Herzbotschafter

„Ich fühlte mich wie das Krokodil bei Peter Pan.“

Tanja, Erzieherin, 39 Jahre. © Nationales Register | privat

Tanja

Bis ich siebzehn war, wusste ich nichts von meinem Herzfehler. Meine Kindheit ist völlig normal verlaufen. Ich wollte die Schule nach der elften Klasse verlassen, um eine Ausbildung zur Krankenschwester zu machen.
Doch dann kam alles anders.

Ich war erkältet, wie so oft. Als ich plötzlich im Sitzen einschlief und mein linker Arm schmerzte, überredete mich mein Freund, zum Arzt zu gehen. Der Arzt schickte mich sofort ins Krankenhaus. Eigentlich sollte hier demnächst meine Ausbildung beginnen – nun saß ich mit meiner Mutter im Wartezimmer und wartete auf meine Diagnose. Die Nachricht traf uns wie ein Schlag ins Gesicht: „Ihr Kind hat einen Herzklappenfehler.“

Die Ausbildung konnte ich erstmal vergessen.

Von diesem Tag an hat sich vieles geändert in meinem Leben. Zum Glück stand meine Familie immer hinter mir. Die Ausbildung zur Krankenschwester konnte ich natürlich erst einmal vergessen. Ich musste ja operiert werden. Da blieb nur der Weg zurück in die Schule. Die OP verlief gut. Ich holte sämtliche Klausuren nach, legte mein Abitur ab und begann ein Praktikum an einer Klinik. Kurz darauf kündigte sich unser Sohn an. Als er zur Welt kam, wollte ich erst einmal zu Hause bleiben. Mein nächster beruflicher Anlauf gestaltete sich komplizierter als gedacht. Entweder sah man die Krankheit als Hindernis oder mein Kind. Endlich konnte ich eine Ausbildung zur Augenoptikerin beginnen. Doch da funkte erneut mein Herz dazwischen. Eine zweite Herzoperation war nötig, mechanische Klappen mussten eingesetzt werden. Ich hatte übrigens keine Ahnung, wie laut die sein würden. Ich fühlte mich wie das Krokodil bei Peter Pan, das den Wecker verschluckt hat.
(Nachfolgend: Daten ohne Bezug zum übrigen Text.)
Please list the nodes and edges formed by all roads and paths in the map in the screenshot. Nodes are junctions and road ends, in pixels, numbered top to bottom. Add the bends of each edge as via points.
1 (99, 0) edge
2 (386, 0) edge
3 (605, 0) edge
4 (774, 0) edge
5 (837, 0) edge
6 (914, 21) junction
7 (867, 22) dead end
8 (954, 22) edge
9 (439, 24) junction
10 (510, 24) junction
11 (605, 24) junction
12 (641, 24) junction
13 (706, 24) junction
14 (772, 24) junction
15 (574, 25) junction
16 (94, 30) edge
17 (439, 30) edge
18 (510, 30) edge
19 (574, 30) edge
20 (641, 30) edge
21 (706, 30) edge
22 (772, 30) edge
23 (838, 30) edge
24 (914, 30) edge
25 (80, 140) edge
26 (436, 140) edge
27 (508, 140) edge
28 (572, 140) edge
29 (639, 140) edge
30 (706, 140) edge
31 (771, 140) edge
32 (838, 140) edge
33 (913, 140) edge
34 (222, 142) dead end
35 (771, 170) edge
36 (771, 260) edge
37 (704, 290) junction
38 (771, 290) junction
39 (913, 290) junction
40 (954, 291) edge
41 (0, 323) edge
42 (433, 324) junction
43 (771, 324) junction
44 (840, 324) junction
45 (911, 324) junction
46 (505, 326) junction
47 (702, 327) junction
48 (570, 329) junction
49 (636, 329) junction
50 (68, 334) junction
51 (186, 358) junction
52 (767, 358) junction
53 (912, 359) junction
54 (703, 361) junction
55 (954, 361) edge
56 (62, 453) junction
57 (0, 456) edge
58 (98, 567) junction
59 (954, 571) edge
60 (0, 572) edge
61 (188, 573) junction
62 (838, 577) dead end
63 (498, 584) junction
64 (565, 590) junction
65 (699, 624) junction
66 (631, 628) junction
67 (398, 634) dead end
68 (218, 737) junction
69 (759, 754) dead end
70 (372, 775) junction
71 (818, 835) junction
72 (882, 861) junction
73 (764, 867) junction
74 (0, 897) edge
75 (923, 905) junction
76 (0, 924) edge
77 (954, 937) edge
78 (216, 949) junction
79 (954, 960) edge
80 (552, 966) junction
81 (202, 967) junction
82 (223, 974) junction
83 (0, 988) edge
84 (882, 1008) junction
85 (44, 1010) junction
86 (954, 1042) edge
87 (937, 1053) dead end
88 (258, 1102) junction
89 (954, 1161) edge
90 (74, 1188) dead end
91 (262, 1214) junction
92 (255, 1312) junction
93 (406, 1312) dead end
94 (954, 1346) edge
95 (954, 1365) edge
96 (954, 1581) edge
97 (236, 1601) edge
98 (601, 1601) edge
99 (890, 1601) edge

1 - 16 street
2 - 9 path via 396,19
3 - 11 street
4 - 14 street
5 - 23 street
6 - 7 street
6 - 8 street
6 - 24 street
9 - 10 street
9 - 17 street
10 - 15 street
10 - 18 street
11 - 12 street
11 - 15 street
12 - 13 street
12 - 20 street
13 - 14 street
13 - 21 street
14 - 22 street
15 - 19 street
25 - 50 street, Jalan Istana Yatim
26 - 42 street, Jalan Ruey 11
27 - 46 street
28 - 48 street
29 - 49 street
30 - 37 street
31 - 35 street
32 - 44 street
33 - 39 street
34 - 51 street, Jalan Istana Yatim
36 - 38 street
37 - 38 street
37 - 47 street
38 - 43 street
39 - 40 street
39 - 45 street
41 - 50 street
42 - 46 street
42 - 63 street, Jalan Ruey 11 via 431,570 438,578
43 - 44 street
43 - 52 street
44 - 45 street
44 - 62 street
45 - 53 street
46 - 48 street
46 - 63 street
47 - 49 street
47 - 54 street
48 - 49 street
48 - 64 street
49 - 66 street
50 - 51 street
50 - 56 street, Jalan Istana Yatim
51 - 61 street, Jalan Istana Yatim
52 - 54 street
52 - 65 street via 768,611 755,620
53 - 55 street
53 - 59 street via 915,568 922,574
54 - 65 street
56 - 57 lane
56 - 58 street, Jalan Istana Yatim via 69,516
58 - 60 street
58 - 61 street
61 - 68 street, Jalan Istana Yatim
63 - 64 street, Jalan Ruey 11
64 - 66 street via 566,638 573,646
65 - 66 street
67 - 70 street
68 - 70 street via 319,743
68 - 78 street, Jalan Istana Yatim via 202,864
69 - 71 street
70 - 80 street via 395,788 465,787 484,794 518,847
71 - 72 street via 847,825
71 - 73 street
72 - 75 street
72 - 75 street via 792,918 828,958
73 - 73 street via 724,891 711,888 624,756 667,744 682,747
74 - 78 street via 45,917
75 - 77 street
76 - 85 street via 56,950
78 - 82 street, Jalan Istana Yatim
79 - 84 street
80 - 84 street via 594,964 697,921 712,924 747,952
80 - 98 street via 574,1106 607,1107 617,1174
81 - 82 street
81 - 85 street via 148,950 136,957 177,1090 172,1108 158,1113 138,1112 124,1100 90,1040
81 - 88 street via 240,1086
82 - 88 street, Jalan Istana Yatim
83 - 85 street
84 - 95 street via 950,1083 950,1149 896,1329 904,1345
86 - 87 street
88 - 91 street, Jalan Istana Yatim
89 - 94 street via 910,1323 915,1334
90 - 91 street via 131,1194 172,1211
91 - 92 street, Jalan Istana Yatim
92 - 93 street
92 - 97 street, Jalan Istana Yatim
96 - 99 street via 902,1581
Ein 1-Euro-Job verhalf mir zu einer neuen Perspektive.

Nach der OP bereitete ich mich auf die Prüfungen vor und beendete meine Ausbildung. Aufgrund der wirtschaftlichen Lage übte ich diesen Beruf jedoch nie aus. Ich war arbeitslos und auf Hartz IV angewiesen, bis mir ein Ein-Euro-Job schließlich zu einer neuen Perspektive verhalf. Ich jobbte damals im Kindergarten und entschied mich, eine Ausbildung zur staatlich geprüften Erzieherin zu machen, was mir auch gelang. Seit 2011 arbeite ich in einer Kindertagesstätte. Ich liebe meinen Beruf. Der stellt mich mit meinem Herzen schon manchmal vor körperliche Herausforderungen. Meine ruhigen Hobbys Lesen, Malen und Handarbeiten sind da ein guter Ausgleich.

Es tut gut zu wissen: Ich bin nicht allein.

Nach all den Jahren habe ich gelernt, mit meiner Krankheit zu leben und sie zu akzeptieren. Ich kann sogar meine Späße darüber machen. Mein Leben bestimme ich so weit wie möglich selbst. Immer wieder stelle ich fest, dass ich meine Prioritäten anders setze als viele meiner Mitmenschen. Ich bin in vielerlei Hinsicht entspannter und warte erst einmal ab, wie sich manche Dinge entwickeln, um nicht unnötig Energie zu verschwenden. Gemeinsam haben wir, mein Mann, unser Sohn, der heute erwachsen ist, und ich alle Hürden gemeistert. Ich finde es immer wieder interessant, die vielen Beiträge hier zu lesen. Es tut gut zu wissen: Ich bin nicht allein.